Of course, the Biden Administration is no stranger to incurious investigation. I am proud to have helped defeat the impeachment charges against Texas Attorney General Ken Paxton, the nation’s most successful, conservative legal bulwark against Joe Biden’s socialist agenda. Fortunately, justice prevailed, and the Texas Senate sent this effort to the ash heap of Texas history.
This experience helped me learn a lot about the weaponization of government and the use of the legal process to accomplish political ends. While Paxton was vindicated, that machine churns on. That’s one reason I’ve decided to run for the Texas House of Representatives — to put that power back under the control of the voters.
The cost and the availability of housing is a major political issue for this November’s presidential election, with the most obvious culprit for the cost increases being President Biden’s out-of-control spending and borrowing. To deflect attention from the consequences of his bad economic policies, the President, the hyper-politicized Department of Justice under Democrat Merrick Garland, and Democrats in Congress are attempting to affix blame to the private sector – the “big landlords,” as President Biden mentioned in his March State of the Union Address.

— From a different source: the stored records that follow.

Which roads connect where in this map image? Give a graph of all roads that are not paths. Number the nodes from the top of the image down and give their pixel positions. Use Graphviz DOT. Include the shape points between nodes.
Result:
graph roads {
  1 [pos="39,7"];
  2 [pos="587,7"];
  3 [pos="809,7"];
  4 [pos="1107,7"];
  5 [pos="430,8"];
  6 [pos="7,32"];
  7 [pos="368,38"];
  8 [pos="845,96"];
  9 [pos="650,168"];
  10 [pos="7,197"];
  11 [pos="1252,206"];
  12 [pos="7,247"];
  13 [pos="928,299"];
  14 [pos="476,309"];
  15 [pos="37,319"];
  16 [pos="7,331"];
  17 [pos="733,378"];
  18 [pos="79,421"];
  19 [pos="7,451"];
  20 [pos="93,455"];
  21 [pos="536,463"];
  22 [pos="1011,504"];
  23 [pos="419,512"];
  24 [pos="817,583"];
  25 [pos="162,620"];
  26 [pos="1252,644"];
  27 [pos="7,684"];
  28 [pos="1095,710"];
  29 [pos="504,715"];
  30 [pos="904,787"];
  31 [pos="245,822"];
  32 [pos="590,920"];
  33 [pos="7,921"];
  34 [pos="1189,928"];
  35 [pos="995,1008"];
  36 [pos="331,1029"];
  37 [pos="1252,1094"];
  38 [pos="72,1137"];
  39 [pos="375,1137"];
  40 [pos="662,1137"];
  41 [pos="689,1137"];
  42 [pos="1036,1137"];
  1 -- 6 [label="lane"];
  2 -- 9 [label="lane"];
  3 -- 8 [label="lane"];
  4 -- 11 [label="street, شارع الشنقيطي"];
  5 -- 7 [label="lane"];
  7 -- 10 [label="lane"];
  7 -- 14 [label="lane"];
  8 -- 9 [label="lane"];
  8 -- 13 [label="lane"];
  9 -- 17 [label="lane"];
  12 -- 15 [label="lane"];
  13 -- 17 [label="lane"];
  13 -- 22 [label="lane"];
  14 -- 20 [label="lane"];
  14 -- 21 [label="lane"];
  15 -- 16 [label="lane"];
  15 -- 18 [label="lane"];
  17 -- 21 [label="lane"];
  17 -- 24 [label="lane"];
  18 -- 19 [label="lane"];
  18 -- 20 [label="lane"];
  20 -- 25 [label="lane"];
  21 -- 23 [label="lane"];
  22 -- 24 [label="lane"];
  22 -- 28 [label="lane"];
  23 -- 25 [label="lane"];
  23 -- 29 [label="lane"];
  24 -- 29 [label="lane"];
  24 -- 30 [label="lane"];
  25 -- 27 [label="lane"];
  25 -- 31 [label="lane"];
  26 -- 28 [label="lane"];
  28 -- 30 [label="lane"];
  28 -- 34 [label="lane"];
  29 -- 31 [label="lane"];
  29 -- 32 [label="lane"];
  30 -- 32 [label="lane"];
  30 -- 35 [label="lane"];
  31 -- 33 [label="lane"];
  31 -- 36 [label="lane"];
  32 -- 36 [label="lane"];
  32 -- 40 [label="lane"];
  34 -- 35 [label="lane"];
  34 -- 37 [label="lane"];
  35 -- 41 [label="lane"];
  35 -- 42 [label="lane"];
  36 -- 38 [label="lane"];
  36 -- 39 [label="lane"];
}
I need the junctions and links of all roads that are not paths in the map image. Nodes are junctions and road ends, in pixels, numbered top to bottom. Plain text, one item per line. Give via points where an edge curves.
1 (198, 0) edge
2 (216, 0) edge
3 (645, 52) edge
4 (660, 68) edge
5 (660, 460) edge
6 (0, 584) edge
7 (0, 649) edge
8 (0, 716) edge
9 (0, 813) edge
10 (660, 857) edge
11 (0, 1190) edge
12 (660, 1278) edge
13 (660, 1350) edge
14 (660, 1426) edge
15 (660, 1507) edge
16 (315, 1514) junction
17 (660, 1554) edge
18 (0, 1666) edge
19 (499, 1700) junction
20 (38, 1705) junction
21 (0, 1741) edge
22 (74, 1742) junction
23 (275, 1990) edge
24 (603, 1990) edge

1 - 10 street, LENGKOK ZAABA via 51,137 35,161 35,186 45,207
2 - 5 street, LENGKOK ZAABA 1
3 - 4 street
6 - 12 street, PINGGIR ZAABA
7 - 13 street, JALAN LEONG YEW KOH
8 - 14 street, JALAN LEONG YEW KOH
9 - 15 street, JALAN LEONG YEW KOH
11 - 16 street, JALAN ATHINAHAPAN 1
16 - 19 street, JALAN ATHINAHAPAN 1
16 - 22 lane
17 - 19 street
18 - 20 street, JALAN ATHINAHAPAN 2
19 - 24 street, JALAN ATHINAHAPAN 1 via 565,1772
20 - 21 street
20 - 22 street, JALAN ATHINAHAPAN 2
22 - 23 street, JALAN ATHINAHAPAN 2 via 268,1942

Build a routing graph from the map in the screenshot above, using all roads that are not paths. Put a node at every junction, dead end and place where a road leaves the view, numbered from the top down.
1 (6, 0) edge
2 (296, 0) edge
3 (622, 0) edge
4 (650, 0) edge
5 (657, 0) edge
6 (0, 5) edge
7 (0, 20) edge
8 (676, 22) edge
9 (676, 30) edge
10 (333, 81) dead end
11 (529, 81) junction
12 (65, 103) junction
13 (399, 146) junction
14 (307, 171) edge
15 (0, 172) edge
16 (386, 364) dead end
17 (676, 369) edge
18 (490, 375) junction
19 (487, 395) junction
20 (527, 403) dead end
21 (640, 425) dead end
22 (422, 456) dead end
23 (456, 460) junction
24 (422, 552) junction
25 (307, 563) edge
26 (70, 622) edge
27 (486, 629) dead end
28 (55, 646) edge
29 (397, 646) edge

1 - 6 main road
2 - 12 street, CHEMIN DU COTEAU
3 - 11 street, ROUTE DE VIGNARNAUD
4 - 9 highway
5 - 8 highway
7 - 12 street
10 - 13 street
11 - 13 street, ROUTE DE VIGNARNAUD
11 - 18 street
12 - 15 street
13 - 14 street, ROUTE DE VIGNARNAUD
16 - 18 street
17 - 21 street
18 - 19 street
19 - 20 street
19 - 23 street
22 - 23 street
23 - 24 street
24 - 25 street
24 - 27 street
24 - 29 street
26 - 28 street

In the span of several months, the Democrat elites in Washington introduced a bill that would prohibit the use of algorithm software in rental pricing, initiated an investigation against a Texas property management software company, and announced a plan to impose rent controls.
Talk about a triple threat. None of these policies will actually deliver for consumers, but they will certainly create the illusion that Beltway elites are “doing something” about the problem. The truth is less intriguing. The real reasons behind the housing shortage are inflation, interest rates, and profligate government spending, all of which are causing rent prices to rise as high as they’ve been in recent history.
Texas has taken a different path. Instead of resorting to failed policies like rent control and tilting at private sector windmills, Texas has confronted this challenge with free market policies that incentivize housing construction. Rents in major Texas cities like Austin and San Antonio were out of control for several years. But the recent influx of investment and the construction of new units has resolved this problem. Rents in both cities are now falling as new units come online.
Rather than follow our lead, Washington, D.C. blames the private sector for the fiscal, government, regulatory, and environmental policy failures of the party in charge. Inflation has taxed everyone’s resources, landlords included. Rising insurance costs, maintenance costs, energy bills and property taxes have made rent increases a foregoing conclusion just to stay in business. All of these problems are the shrapnel of spending like a drunken government sailor.
Biden’s policies won’t make Texas better and won’t house more Texans. Capping rents means capping investment returns, which means fewer units gets built, which means less available housing. Government intervention in housing has historically increased housing prices — meaning that, if the Biden administration’s blame game campaign receives enough political backing, the lower rents Texas is benefiting from today will likely go up in smoke. If the reports of a forthcoming Department of Justice lawsuit against a Texas property management software company prove true, it will be only the next in a long line of failed federal intrusions into the residential real estate market.
I ran for office to keep this sort of thing out of our state. The coercive power of government regulation has a winless record in Texas. Fortunately, Texas has never had more conservative candidates available to fight the left’s radical agenda. We will do everything we can to enable more residential capacity and keep the Texas miracle alive for business owners and renters alike.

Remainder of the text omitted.